▶ Information:
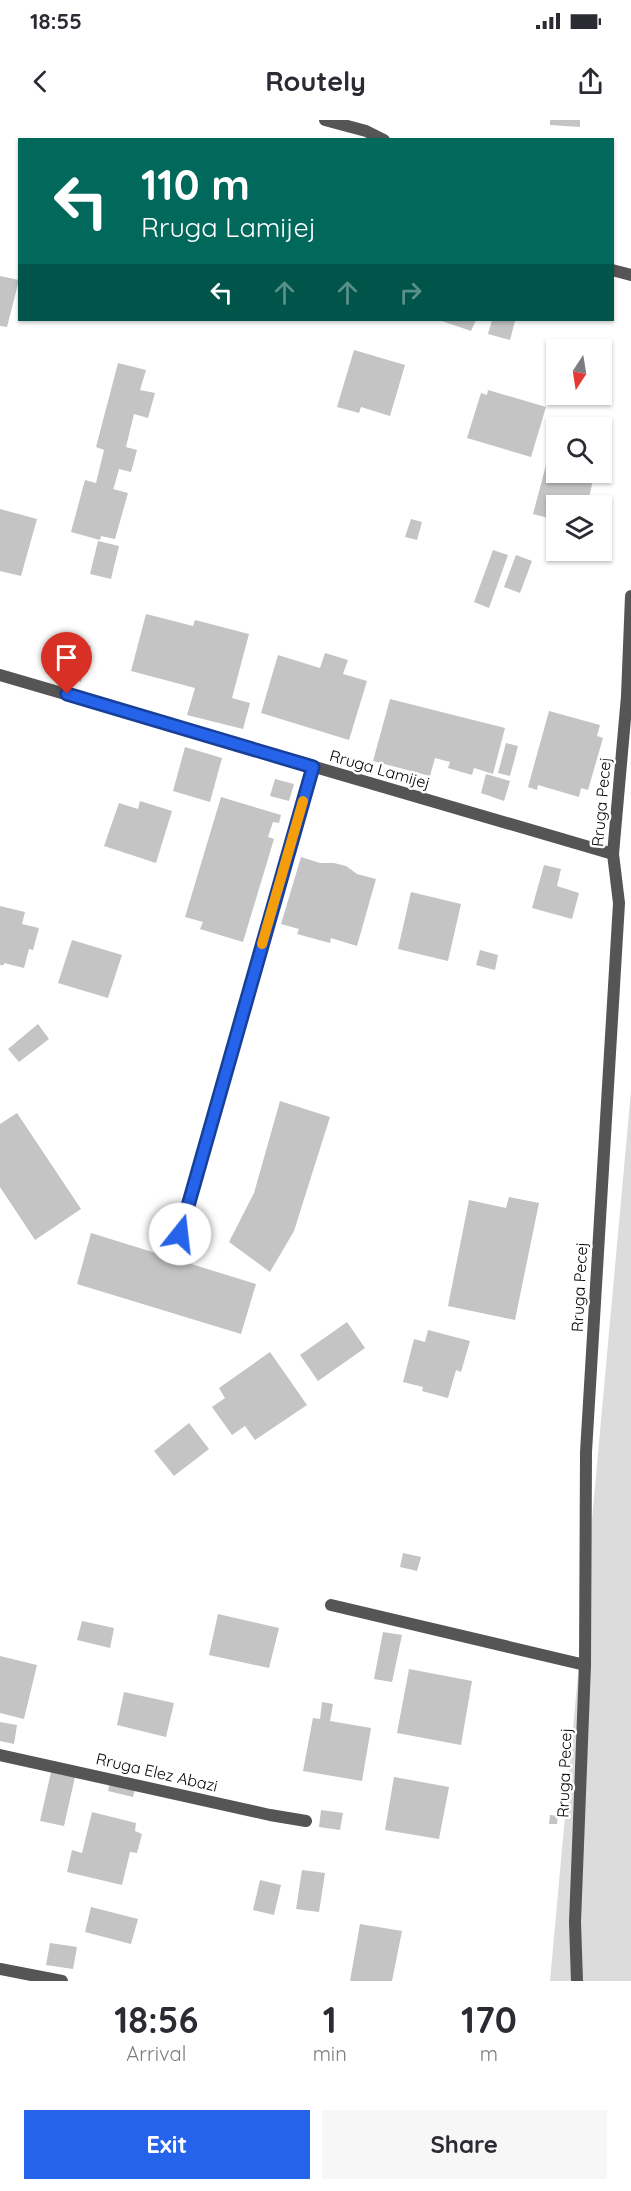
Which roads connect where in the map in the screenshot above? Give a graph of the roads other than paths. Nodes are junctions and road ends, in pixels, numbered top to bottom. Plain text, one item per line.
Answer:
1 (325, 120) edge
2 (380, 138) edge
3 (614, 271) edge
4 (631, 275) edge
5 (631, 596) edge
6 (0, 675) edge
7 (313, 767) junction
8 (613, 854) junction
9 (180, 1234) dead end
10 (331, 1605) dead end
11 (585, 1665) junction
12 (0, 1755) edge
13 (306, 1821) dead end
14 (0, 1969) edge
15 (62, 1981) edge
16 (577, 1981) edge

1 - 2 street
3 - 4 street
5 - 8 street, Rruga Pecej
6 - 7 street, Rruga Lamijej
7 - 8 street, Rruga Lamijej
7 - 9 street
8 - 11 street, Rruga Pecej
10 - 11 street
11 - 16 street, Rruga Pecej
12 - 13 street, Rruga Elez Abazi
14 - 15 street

--

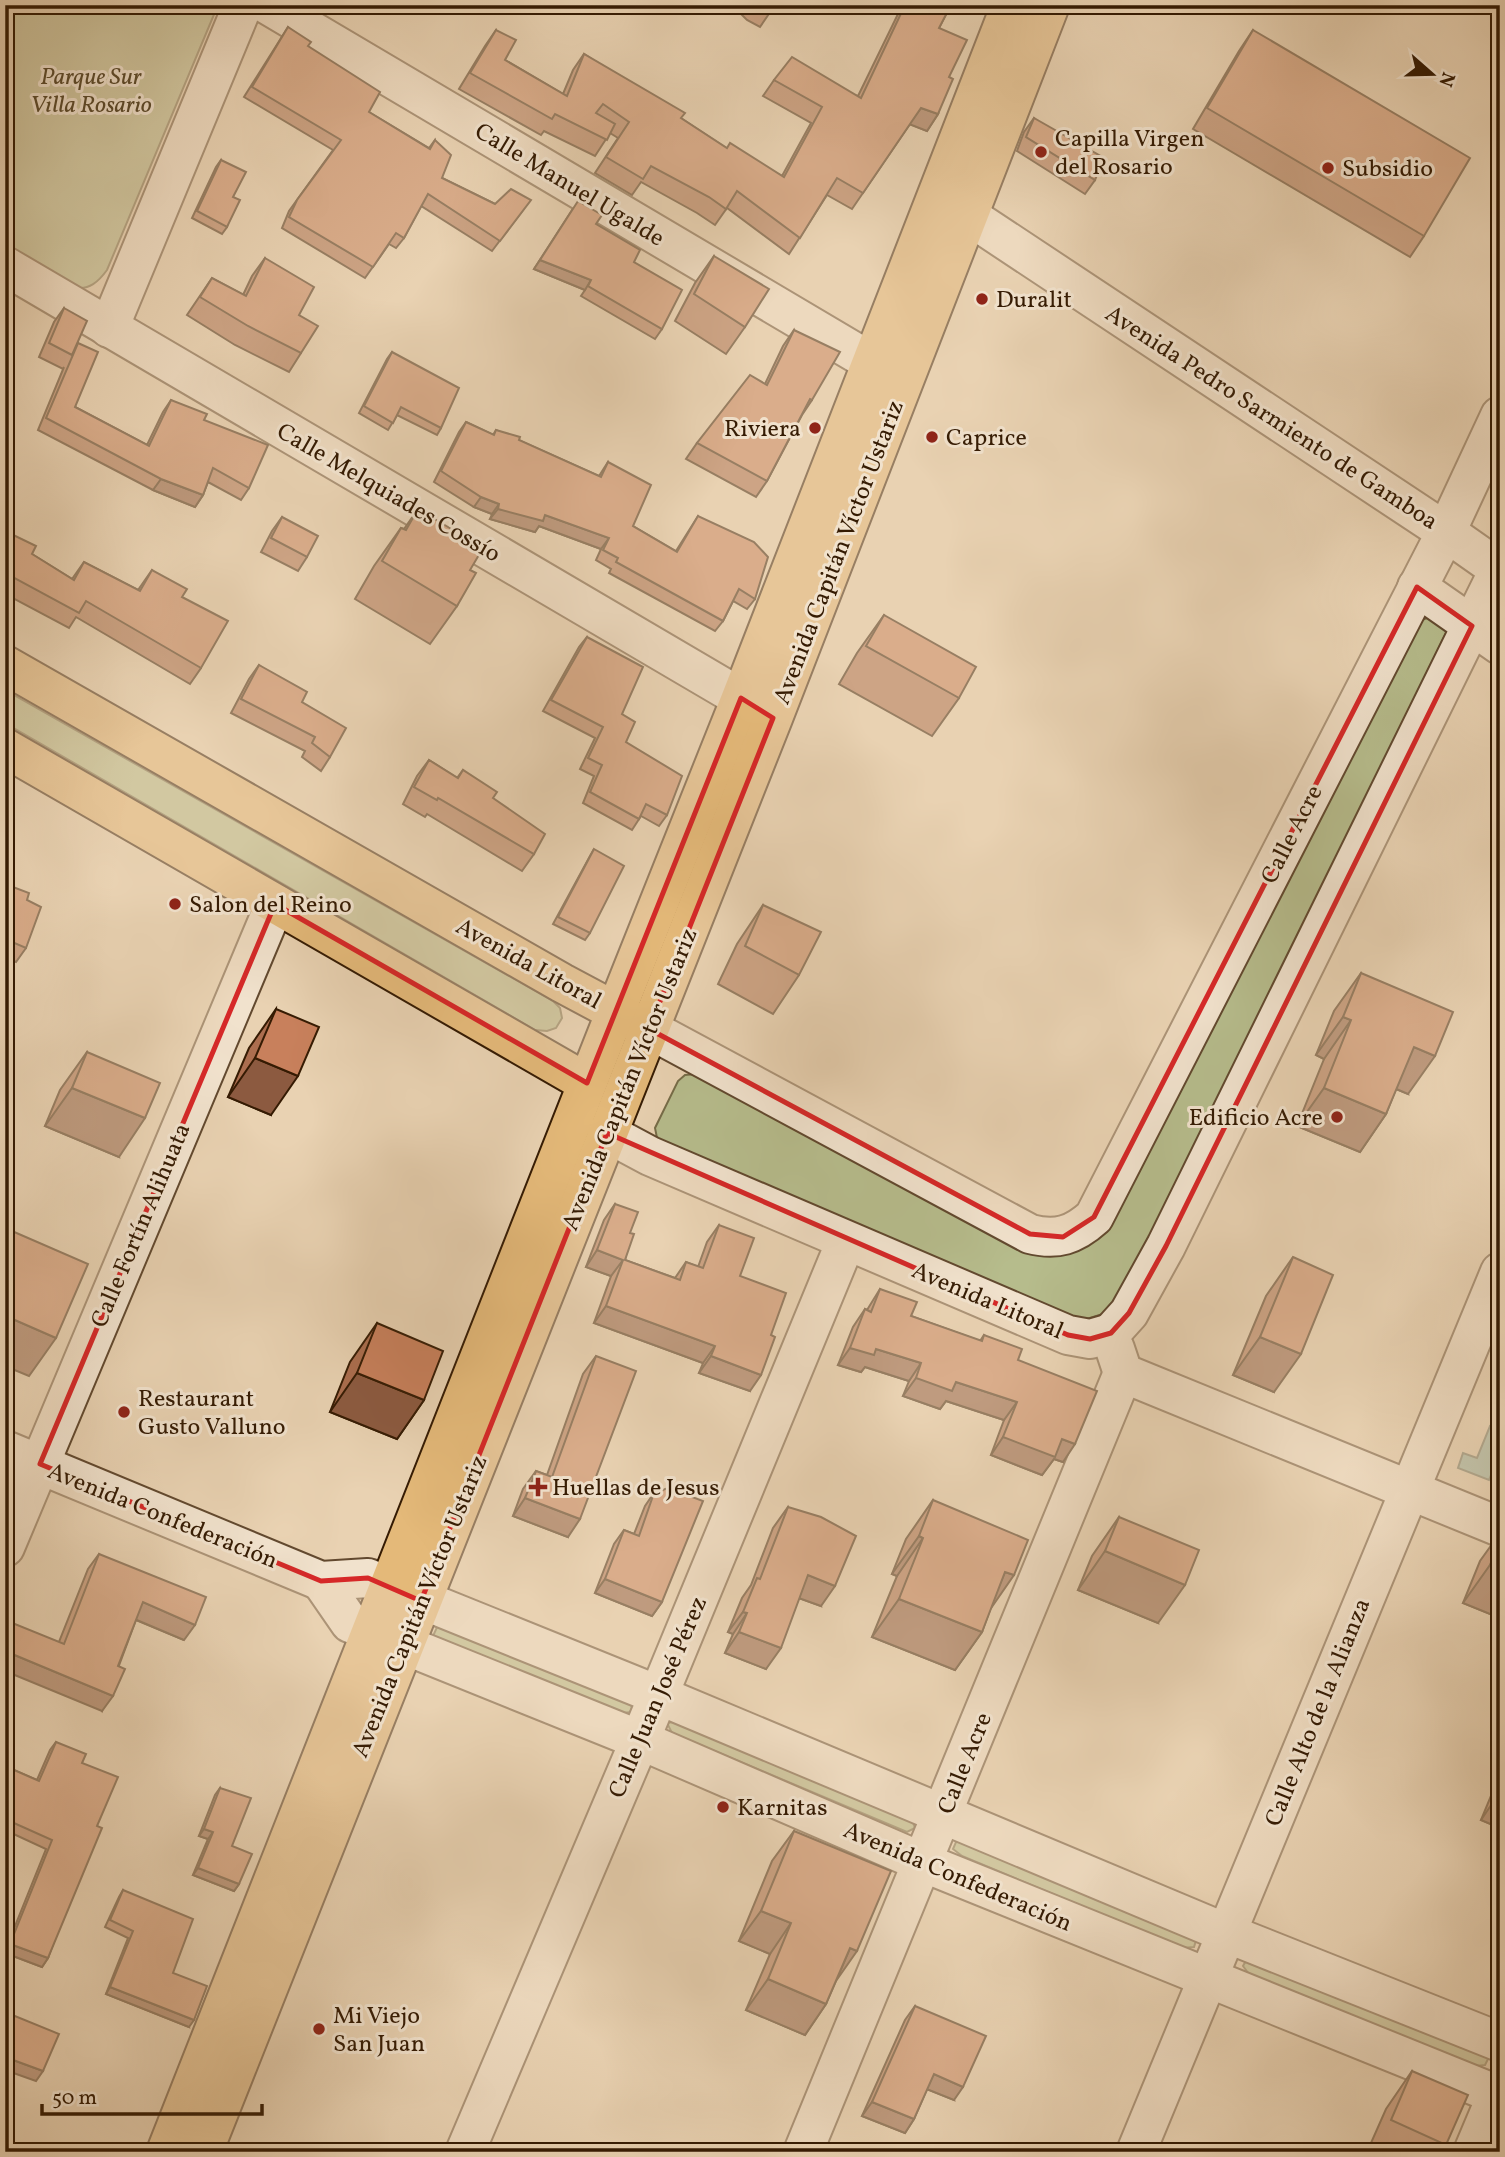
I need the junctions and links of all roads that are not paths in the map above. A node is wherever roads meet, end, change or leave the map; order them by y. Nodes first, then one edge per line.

▶ Try it:
Go through the records line by line and count those containing the string "Nodes". Give only the total.

▶ Response:
2